De 5 am. a 12 pm.
Aunque es evidente que el Metro se satura, su funcionamiento probó el día del terremoto, en septiembre pasado, que fue el único medio de transporte por horas
A los millones de metros cuadrados de avenidas, calles, periféricos y viaductos que había en nuestra ciudad, se sumaron hace más de 12 años los de una primera etapa del segundo piso. Fue un alivio que, aunque se pagara, se pudiera circular con relativa facilidad y velocidad en distancias de más de 20 kilómetros. Sin embargo, esos millones de metros cuadrados extra de pavimento no son ahora suficientes, porque el número de autos también se ha multiplicado y ahora ocupan ese espacio. Además, las salidas se congestionan hasta formar colas que consumen el tiempo que se había ganado y cada vez es más evidente que el congestionamiento de los de abajo es igual al de los de arriba, con la diferencia de que éstos pagan por no moverse rápidamente.
En ese mismo periodo de tiempo se construyó la Línea 12 del Metro, que conecta Mixcoac con Tláhuac, al sur de la ciudad. La línea interconecta otras cuatro y tiene 20 estaciones. Aunque se criticó su costo, que no tendría el número suficiente de pasajeros, y las irregularidades en su construcción y operación, que obligaron a cerrarla para modificar su trazo y el tipo de tren, su operación ha probado que es muy útil.
Ese contraste entre la circulación de autos, camiones y tráileres de doble caja —que indebidamente circulan en la ciudad de 6 am a 9 pm— y la población que se mueve en Metro es muy significativo y revela lo obvio: es más eficiente, económico y rápido circular en Metro. Aparte de las interrupciones, el sistema transporta a millones de personas diariamente de 5 am, hasta las 12 am. Aunque es evidente que el Metro se congestiona en los horarios de entrada y salida de la mayoría de los usuarios, su funcionamiento probó el día del terremoto, en septiembre pasado, que fue el único medio de transporte por muchas horas.
La pregunta necesaria y urgente es: ¿Por qué no se ha promovido que ese sistema se amplíe, mejore y se le den recursos suficientes para mantenerlo en operación? Si conoce la respuesta se la agradecerían los millones de usuarios que han sido ignorados y a los que no se les ha atendido con las multimillonarias inversiones que se han hecho en vialidades que se seguirán congestionando con autos que ya no son la solución, sino que se convierten en espacios privados para ejercitar la paciencia, meditación o para exhibir la ira creciente de algunos que creen tener el derecho de pasar por encima de los demás.

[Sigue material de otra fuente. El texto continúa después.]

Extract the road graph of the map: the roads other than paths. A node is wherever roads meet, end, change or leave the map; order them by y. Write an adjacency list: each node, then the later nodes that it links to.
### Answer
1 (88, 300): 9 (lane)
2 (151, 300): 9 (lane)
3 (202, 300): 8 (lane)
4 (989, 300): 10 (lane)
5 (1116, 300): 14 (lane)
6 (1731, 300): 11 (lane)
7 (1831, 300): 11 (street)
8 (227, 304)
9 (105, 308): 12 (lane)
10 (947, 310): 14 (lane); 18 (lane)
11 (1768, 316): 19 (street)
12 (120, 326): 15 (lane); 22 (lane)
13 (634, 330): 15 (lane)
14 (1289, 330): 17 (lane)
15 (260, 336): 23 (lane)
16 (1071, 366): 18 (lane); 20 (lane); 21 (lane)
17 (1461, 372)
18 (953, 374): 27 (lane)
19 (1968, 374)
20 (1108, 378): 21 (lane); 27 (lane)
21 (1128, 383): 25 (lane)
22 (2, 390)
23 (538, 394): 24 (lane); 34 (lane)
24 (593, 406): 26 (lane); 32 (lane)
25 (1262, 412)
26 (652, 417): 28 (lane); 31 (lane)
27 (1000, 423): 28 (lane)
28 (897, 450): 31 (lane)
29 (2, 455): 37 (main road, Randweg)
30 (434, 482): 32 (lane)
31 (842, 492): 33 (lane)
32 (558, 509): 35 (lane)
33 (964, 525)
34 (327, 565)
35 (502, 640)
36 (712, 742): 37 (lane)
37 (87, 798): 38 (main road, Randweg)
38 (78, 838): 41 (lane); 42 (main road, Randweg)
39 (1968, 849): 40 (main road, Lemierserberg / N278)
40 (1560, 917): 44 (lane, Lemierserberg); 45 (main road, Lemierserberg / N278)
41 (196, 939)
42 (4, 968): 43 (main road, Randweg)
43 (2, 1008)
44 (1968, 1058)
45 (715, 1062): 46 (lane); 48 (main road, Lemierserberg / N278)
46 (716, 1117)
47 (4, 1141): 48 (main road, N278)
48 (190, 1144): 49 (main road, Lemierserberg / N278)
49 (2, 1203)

Esa situación revela que, por muchos años y administraciones, se ha despreciado a la gente, favoreciendo segundos pisos —que no tienen transporte público— sin invertir en uno eficiente y seguro. Es inconcebible que no se informe públicamente de un plan para mejorar y extender el Sistema del Metro, para hacerlo verdaderamente metropolitano. El pretexto ha sido que es muy caro y requiere de años de construcción. Lo primero es posible gravando el consumo de los combustibles, pues bastan centavos para reunir los miles de millones de pesos que se requieren; y el tiempo para construir las estaciones y los kilómetros de túneles o puentes para los trenes, no son seis años.
Por eso es urgente contar con un plan, con los recursos y con el tiempo necesarios para prolongar hacia el norte del Estado de México la Línea 2, desde Cuatro Caminos hacia Ciudad Satélite; y las Líneas 7 y 3, que son las más congestionadas. Además, la Línea 8, que va del Rosario a Martín Carrera, debería extenderse hacia el oriente, para conectar con la Línea B, cerrando así la red del Metro en el norte.